A tough boss makes for a nightmare Microsoft

Sep 29, 2015 07:10 GMT  ·  By

Developer Robert Parks thought he had obtained his dream job when he was contacted by Microsoft to work at the company's headquarters in Redmond, but it all proved to be a fiasco because of a terrible boss, as he explains.

Parks' experience at Microsoft lasted for only four months during which he struggled to find his place within the company and get along with his boss, who picked on him repeatedly for no clear reason.

First of all, he explains in a lengthy blog post detailing his own experience at Microsoft that, when joining the software giant, he was included in the so-called New Employee Orientation or NEO, which is supposed to help new workers get around the company and discover the essentials.

For him, these essentials basically came down to meeting a few of what he calls “cheesy ice-breakers,” participating in some presentations about health insurance, watching a prerecorded message from Satya Nadella, and receiving general information about transportation.

“The day was ending. I still had no idea what was going on. I had been given the name of my manager and his office number, but he mysteriously didn’t show up on //who (a page on Microsoft’s intranet with bios of all Microsoft employees). I wasn’t even sure how to get home,” he writes.

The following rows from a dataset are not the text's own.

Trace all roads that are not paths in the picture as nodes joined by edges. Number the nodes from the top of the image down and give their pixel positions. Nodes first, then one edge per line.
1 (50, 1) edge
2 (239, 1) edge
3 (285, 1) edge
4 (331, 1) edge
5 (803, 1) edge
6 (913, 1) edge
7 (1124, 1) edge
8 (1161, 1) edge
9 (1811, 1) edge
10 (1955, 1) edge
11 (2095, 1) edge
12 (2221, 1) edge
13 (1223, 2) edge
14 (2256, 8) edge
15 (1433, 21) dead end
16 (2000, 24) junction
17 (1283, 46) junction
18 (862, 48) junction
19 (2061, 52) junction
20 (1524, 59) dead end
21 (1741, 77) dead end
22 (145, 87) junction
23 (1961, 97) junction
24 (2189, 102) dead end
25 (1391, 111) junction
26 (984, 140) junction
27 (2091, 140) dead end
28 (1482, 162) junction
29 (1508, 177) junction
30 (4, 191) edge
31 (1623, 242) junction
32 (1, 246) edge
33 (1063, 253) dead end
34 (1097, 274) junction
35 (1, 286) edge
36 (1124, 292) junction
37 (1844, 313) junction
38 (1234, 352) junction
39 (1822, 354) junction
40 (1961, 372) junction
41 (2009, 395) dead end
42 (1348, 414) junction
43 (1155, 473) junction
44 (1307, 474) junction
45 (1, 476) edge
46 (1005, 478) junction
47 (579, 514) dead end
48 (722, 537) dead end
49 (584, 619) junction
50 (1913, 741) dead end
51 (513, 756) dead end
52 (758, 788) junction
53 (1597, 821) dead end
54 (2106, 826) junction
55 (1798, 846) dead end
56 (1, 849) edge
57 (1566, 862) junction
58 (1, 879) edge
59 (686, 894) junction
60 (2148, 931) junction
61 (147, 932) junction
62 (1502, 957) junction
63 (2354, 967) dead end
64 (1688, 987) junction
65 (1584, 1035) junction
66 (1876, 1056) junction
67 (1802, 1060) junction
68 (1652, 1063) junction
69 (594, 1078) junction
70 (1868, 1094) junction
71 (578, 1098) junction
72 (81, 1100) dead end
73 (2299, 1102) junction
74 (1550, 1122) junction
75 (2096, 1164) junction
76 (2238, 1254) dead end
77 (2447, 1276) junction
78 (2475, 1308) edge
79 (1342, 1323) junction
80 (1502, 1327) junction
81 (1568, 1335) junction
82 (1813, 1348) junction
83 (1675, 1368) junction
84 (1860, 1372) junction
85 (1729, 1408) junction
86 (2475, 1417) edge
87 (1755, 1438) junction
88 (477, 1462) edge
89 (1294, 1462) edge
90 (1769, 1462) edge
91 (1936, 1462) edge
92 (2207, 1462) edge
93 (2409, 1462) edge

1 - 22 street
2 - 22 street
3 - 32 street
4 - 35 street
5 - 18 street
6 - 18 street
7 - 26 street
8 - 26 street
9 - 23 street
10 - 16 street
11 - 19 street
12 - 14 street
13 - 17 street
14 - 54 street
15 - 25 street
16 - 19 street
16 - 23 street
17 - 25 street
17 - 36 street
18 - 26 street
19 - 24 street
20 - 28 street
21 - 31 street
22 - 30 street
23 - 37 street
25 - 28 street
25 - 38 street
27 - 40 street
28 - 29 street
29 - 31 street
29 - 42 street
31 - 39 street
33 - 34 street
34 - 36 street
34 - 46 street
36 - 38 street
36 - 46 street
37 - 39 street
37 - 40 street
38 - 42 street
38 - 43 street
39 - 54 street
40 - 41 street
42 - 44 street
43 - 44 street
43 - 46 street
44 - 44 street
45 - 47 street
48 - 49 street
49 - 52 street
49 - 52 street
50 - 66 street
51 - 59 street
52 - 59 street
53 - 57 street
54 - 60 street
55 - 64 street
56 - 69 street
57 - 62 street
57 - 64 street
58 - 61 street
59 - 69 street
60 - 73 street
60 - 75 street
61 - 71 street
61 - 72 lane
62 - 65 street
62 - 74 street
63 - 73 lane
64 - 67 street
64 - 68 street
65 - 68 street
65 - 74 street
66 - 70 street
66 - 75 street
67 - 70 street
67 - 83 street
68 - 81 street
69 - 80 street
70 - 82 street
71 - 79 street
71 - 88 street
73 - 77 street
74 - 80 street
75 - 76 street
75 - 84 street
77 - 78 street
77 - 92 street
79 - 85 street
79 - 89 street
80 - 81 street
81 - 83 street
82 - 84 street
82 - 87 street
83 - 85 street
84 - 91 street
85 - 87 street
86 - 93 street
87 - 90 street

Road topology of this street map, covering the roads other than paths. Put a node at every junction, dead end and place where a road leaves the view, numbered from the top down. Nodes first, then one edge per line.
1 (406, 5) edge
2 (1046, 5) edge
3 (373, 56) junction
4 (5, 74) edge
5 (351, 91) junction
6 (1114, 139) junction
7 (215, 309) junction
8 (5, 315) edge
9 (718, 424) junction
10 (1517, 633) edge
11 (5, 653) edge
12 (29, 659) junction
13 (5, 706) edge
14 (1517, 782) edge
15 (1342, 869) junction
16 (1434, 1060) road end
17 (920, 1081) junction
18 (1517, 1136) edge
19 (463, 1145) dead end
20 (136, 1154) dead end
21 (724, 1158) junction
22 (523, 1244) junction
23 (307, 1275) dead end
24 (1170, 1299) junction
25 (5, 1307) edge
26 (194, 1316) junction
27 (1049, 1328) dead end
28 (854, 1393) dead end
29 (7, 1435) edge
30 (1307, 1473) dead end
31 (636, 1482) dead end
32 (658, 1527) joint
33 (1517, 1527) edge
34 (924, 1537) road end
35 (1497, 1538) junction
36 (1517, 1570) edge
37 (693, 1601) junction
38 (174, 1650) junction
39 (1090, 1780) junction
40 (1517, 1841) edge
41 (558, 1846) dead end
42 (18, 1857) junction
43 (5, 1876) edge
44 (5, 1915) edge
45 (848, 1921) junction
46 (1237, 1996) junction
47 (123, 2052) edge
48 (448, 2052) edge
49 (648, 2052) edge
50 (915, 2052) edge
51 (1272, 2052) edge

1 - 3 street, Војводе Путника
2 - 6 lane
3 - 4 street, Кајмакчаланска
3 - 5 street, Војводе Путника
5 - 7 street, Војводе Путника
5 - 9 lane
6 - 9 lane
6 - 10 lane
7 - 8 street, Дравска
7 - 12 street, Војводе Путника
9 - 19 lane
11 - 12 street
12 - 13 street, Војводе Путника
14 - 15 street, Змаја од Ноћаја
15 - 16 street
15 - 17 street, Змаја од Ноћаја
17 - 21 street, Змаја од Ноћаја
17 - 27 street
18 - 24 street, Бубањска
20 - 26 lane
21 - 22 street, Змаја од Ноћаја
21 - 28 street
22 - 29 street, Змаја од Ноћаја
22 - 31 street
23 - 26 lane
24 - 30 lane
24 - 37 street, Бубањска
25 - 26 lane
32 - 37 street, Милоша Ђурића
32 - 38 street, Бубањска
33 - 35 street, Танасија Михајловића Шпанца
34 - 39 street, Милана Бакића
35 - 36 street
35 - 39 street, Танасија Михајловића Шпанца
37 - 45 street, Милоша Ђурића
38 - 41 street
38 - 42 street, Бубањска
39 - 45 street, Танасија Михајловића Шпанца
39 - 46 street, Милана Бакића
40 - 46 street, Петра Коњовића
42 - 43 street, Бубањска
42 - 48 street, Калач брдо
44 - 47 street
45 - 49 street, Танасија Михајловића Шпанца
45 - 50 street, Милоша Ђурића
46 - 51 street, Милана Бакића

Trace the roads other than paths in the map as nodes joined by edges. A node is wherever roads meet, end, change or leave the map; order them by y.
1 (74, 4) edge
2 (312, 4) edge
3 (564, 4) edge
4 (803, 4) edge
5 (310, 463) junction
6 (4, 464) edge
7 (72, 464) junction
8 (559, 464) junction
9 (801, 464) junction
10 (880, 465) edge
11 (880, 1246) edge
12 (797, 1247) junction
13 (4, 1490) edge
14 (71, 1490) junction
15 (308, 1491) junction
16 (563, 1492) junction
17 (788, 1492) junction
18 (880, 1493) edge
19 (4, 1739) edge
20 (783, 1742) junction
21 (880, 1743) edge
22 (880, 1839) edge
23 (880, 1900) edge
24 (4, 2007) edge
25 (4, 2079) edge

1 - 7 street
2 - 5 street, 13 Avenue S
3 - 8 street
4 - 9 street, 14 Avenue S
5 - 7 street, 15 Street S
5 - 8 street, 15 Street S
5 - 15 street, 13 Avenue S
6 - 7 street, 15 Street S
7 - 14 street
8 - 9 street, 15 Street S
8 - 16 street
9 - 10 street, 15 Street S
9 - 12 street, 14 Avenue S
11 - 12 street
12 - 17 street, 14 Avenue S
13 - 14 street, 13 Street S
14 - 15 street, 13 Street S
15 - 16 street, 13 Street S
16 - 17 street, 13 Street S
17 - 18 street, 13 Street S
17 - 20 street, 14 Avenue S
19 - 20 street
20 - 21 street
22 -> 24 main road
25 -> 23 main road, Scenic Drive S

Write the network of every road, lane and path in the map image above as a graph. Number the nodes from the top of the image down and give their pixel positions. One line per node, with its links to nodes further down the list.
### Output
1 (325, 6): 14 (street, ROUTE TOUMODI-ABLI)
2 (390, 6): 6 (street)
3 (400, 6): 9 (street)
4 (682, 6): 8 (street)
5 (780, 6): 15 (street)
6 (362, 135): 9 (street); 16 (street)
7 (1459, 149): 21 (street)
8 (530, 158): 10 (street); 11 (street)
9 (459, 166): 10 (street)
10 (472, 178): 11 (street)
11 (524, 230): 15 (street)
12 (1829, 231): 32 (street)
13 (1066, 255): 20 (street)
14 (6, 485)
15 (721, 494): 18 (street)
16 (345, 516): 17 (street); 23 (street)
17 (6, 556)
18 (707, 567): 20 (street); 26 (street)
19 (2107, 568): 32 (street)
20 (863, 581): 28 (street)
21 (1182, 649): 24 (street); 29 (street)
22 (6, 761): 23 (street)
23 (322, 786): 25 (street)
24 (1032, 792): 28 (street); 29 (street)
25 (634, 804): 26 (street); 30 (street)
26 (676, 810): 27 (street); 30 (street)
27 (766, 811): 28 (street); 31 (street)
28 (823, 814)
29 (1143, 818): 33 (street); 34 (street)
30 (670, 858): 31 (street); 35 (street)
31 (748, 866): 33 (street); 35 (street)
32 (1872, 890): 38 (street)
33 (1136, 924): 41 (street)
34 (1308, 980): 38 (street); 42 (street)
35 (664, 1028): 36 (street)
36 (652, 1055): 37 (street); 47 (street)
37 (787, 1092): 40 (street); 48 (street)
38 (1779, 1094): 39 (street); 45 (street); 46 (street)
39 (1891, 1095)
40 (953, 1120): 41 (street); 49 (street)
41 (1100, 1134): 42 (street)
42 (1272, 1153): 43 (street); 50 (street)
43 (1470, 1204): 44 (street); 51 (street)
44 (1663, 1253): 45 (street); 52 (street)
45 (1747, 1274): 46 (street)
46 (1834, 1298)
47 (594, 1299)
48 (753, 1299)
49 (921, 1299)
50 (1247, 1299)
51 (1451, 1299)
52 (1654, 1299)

The next day, when he finally found his manager's office, he was told that his boss was out of office until next Wednesday, so he “spent the first few days setting up my computer, taking care of some HR related tasks, and picking my co-workers brains about what I could do to be productive until our manager could assign me a real task.”

A nightmare boss

And this is where the bad part starts. Parks says that his manager returned from vacation the following week, so he was very excited to meet him and finally have something to do that could help the team. But the first meeting with his boss took place after only two weeks.

“The first item on the meeting’s agenda was apparently to browbeat me for not communicating with him enough. It was a sentiment I couldn’t believe he could hold unironically considering the context, but somehow he did. The next item on the agenda was to browbeat me for not communicating enough with my teammates,” Parks writes.

He never had the chance to defend himself. Whenever he was trying to say something, the manager interrupted him and changed the subject.

Minutes after the first meeting, when Parks was replaying “the meeting over in my head, trying to make sense of it,” he received a message that his boss wanted to see him again in his office.

“He sat me down and asked, ‘do you feel like this team isn’t a good fit for you?’ I was really at a loss of words at that point. I had no idea what motivated him to ask that question. I didn’t see how saying ‘yes’ would benefit me in any way, so in my state of confusion I mumbled something about how I think the project sounds really interesting.”

The resignation

Everything went from bad to worse, and in the next few weeks, his boss criticized him on every single occasion, even though there was no clear reason for him to do that. He was picking on him, but he seemed to be okay with all the other members of the team.

“At some point we got another new hire on our team. Before he showed up our manager told us all about him and seemed genuinely excited. When he showed up on his first day our manager immediately held a meeting with him, after which he toured him around the office and introduced him to the whole team. That’s when I realized something was really off.”

“I told a couple of my coworkers in private about the way our manager had been treating me and asked they shared similar experiences. They were so surprised that I’m not even sure they believed me.”

So after four months spent at Microsoft, he finally decided to resign because of his boss. It took no less than two days for the manager to send an email to the HR in order to make the paperwork, and during this whole time, nobody even noticed that he was missing.

Before anything, it's important to note that this is just one side of the story and there's no doubt that working for such a huge company can have its ups and downs. In the end, it's pretty clear that Satya Nadella's dream of having One Microsoft that works as a whole needs more time to happen, especially behind closed doors.